Does it take like regular charcoal? Nothing weird in it or anything?


----------



## ultramag (Aug 7, 2007)

Mike, give this guy a call and tell him I sent you. Maybe he'll treat me even better next time. 
	

	
	
		
		



		
			






 Name is Randy, and the number is 816-564-5021. He was great about being available even w/ my odd schedule. He is located in Lee's Summit so it's not too far from you. He has just bought a few pallets and trying to get WGC established in the KC area.

Mike, pick up a bag or two for the Oky. 
	

	
	
		
		



		
		
	


	





 I have just one bag of the briquettes left and after that burn in the WSM I have to try it in the BDS. I just bought the briquettes on a whim.
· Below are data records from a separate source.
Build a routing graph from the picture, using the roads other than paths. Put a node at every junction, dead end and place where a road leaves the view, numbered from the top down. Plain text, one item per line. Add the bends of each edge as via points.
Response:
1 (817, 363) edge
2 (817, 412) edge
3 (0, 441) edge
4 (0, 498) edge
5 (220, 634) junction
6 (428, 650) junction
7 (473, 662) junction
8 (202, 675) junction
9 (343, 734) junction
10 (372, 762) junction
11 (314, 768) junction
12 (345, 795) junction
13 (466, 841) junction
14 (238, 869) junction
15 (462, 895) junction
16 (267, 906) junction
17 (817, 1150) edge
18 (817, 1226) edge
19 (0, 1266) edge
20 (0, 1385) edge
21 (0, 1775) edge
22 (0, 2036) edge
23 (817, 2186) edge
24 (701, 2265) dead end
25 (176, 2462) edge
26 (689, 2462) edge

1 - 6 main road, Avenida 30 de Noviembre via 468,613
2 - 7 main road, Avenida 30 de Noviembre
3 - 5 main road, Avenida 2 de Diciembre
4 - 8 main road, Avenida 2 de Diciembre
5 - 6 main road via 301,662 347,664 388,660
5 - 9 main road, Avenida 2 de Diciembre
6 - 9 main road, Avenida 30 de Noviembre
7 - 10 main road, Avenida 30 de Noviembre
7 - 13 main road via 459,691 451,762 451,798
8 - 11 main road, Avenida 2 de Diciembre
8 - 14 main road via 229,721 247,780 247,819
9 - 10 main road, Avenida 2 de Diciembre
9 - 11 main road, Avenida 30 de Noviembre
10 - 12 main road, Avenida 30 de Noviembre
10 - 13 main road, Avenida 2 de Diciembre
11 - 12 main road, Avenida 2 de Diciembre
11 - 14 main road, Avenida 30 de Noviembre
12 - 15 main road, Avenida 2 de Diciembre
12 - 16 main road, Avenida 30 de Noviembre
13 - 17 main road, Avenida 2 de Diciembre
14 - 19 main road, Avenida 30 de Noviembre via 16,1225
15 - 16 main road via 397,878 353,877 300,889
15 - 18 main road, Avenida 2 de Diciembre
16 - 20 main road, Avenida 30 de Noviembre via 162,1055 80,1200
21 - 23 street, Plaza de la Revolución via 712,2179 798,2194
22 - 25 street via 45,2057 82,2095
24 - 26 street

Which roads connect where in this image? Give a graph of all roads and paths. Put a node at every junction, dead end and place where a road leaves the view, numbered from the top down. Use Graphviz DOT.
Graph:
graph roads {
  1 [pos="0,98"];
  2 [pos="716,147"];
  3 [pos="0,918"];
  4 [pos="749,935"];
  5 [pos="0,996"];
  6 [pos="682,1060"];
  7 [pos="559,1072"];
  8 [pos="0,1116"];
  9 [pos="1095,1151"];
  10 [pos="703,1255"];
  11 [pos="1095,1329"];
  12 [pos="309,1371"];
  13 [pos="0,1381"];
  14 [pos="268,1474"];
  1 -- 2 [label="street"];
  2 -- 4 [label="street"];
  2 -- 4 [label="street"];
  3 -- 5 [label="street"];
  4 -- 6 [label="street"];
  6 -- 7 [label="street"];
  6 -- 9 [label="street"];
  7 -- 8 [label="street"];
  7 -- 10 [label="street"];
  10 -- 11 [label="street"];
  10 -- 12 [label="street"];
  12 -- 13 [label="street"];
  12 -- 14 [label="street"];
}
I was actually there for the Weekend Warrior lump and have 10 bags of it still. Between WGC briquettes and lump plus my Rancher stash I have about 1000 lbs. of charcoal in the shed. This could be a sign that I have a problem. Nah, I have dedication. 
	

	
	
		
		



		
		
	


	





If it tasted weird I sure wouldn't be braggin' it up Deb. 
	

	
	
		
		



		
		
	


	





 It is made from small bits of WGC lump and a cornstarch binder. It is like the Rancher I have been using, lump in a briquette form. I am really likeing that type of charcoal for the BDS/WSM cooking. IMO, all the benefits of lump and briquettes without the disadvantages of either. I don't know the ratio of lump to binder in the WGC, but there was virtually no ash after combustion.


----------



## meowey (Aug 7, 2007)

That's not too much!  LOL

Have you used the Wicked good Lump yet?  I posted a query about it in this thread.  http://www.smokingmeatforums.com/for...?threadid=7132

Any info would be appreciated!

Take care, have fun, and do good!

Regards,

Meowey


----------



## smokyokie (Aug 8, 2007)

It sounds like you do have a problem.....a severe shortage of grilling and smoking fuel.


----------